梟の協力などもありつつ、二人は「沼人」と合流し旅を始めます。目的地は北にある巨人の国。今回は仲が悪い二人がコンビ。ぶっちゃけそこまで意思も強くない。これには、二人が神学校に通っていないってところが設定上大きいみたいです。……この話全体的に「キリスト教」の匂いが強い。ナルニア読む前から覚悟していたことではあったのですが、この教えを知らない子どもだからちょっとおばかなの、的空気が居心地が悪い。いえ、たぶんその「新しい学校」が今の学校です。ちなみに校長そこまで悪い人じゃない。等々の文句とも云えぬものが溢れそうになります。うん、無視しよう。だって、最初っから分かってたことだもの。

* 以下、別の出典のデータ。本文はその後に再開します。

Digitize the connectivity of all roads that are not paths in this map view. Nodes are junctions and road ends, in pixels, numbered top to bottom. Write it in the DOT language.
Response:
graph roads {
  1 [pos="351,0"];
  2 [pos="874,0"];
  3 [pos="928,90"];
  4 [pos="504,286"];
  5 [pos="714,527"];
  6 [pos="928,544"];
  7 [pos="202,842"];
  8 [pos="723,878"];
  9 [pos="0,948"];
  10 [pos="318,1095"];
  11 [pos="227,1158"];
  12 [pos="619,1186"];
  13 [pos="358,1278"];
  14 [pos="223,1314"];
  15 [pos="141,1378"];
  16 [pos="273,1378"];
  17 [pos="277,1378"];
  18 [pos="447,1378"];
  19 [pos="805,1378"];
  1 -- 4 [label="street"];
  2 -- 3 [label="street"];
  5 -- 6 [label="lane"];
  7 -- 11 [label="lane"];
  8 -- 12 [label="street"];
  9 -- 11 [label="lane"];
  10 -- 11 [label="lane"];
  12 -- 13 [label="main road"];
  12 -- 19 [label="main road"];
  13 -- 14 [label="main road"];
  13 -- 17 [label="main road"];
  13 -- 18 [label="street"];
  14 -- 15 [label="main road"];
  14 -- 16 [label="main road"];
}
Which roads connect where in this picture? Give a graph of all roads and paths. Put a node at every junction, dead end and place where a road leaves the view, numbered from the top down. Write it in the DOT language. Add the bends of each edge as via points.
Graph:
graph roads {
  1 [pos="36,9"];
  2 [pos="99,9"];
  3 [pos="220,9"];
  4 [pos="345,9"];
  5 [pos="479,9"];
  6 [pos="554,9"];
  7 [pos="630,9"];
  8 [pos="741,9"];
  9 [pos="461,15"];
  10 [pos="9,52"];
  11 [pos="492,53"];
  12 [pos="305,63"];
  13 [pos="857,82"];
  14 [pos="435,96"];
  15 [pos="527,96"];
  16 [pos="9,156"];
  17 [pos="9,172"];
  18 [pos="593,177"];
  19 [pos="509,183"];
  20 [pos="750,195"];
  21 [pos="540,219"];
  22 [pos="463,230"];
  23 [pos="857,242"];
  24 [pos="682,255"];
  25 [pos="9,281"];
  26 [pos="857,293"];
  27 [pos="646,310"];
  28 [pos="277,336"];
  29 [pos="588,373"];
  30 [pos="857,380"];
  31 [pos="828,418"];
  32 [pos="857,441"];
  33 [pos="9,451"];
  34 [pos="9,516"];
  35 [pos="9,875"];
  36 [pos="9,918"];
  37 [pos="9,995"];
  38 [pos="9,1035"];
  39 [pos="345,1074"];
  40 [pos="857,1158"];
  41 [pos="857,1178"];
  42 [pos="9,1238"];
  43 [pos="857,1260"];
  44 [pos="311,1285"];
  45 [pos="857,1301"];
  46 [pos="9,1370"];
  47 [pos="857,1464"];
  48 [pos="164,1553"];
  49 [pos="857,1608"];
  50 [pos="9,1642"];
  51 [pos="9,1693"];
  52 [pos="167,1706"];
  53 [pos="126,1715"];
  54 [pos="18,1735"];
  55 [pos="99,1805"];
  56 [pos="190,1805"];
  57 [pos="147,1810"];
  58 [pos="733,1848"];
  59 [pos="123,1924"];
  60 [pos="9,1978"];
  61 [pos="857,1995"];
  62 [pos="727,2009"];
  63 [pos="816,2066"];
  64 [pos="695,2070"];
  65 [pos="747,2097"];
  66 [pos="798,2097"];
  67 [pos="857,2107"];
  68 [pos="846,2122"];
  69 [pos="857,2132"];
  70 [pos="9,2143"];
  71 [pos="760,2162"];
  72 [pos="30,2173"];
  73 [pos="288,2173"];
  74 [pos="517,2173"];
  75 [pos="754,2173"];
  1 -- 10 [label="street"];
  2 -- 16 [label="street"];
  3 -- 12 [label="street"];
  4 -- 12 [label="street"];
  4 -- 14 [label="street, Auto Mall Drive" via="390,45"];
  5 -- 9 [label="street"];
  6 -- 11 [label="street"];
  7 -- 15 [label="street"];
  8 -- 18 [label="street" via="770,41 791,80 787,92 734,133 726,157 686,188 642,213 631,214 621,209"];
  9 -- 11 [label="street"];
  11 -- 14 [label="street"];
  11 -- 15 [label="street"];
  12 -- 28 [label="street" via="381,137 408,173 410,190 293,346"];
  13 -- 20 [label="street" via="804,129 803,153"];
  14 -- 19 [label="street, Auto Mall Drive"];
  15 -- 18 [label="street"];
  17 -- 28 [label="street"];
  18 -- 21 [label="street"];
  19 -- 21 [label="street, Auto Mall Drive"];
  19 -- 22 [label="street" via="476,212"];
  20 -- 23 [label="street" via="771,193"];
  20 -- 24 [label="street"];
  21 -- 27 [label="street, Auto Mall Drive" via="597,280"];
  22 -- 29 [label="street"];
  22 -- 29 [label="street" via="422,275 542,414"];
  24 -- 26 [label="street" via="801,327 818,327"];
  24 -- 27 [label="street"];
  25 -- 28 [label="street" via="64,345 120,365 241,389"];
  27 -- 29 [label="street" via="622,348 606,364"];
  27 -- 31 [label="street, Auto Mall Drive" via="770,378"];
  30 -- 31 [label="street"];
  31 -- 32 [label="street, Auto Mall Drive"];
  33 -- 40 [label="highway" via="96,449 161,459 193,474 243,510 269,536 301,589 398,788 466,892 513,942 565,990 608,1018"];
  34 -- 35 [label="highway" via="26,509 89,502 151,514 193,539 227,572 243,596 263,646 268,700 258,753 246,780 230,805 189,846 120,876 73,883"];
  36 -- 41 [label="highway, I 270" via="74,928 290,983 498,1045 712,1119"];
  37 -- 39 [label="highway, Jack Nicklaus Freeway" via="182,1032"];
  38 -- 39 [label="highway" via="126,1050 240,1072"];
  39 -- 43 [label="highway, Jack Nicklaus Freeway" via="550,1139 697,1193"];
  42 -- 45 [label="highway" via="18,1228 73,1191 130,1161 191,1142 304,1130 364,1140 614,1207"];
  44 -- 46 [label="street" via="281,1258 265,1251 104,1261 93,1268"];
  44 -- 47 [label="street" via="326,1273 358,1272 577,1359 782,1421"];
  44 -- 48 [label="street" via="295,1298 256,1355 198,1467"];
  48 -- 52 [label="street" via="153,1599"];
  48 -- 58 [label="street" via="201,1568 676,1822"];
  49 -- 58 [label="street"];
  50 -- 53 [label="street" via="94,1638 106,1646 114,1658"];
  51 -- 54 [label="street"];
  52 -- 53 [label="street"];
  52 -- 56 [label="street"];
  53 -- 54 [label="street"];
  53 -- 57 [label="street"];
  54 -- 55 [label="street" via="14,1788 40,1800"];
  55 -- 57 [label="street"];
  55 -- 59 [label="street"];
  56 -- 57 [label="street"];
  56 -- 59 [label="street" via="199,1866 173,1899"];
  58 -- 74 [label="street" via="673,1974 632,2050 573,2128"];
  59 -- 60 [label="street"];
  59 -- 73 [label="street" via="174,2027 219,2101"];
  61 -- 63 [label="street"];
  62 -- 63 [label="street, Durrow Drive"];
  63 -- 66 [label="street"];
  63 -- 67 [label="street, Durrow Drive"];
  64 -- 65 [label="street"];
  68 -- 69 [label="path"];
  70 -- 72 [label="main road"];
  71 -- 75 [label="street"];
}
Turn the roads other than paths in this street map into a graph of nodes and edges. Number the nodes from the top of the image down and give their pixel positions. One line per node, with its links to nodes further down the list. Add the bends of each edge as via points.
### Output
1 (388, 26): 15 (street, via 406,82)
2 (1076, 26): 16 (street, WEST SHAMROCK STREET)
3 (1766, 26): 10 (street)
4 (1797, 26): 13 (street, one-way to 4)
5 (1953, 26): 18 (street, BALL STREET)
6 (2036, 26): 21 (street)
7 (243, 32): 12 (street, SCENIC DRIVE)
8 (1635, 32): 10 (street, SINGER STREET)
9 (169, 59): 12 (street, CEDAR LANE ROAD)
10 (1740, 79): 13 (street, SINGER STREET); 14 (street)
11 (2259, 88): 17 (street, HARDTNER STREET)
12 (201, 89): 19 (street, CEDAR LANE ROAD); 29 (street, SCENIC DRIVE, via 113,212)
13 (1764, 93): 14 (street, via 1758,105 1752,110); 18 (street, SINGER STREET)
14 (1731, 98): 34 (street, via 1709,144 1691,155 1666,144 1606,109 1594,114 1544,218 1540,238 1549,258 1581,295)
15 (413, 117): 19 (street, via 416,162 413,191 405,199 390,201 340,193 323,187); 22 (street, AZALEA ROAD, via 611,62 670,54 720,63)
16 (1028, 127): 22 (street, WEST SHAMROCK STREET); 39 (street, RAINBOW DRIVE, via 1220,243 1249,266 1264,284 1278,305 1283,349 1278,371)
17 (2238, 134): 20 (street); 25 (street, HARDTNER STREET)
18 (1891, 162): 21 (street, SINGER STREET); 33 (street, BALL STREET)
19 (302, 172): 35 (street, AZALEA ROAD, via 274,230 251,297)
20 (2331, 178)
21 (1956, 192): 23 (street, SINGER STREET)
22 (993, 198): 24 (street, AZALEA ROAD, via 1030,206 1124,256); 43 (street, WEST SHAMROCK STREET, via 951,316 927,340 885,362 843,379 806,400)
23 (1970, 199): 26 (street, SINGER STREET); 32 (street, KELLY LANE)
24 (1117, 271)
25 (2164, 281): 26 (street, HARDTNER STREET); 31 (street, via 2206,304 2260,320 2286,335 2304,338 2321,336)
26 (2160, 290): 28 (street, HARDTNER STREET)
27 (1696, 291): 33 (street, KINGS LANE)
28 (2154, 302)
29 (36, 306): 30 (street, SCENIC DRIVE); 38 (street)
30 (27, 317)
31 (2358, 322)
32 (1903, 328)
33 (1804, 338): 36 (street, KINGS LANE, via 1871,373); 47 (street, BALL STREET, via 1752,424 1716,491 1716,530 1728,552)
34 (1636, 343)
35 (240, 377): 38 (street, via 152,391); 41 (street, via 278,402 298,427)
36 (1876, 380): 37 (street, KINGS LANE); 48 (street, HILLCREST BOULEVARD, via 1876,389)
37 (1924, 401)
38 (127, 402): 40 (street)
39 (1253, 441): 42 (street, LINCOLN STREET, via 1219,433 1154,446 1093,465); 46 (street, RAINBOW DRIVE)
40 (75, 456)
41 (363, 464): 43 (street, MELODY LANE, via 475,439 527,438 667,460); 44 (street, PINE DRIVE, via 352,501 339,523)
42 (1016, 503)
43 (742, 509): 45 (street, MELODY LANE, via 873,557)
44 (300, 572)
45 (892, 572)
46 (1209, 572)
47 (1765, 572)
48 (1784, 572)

基本的にアスランがいれば万事うまく進むのがナルニアの世界なのですが、今回ばかりはちょっと特殊なのかも。この二人、仲の悪さが相まってからバシバシ失敗していきます。ある程度の失敗は毎回のことなのですが、終盤まで失敗されまくるとちょっと心配になりました。
で、個人的には王子の性格が好き。いいじゃん。いいかげんな人。ちょっとバカだけど。本当にバカだけど。
悪役は闇の世界の女王、な感じです。素敵なのだけどなぁ、暗い世界に引きずり込んでしまう感じ。この人がみんなを懐柔しようとする場面が素敵です。「太陽? それはランプからあなたが思いついた想像よ」と何度も何度も訴える。そう信じてしまいそうになる不思議。そこまで悪い人だと思えないのは、私は影の人が好きだからだろうな。
地底の国、ってのは素敵です。ただし、やっぱり一番神様の匂いが強い。ちょっいっと苦手意識が顔出しました。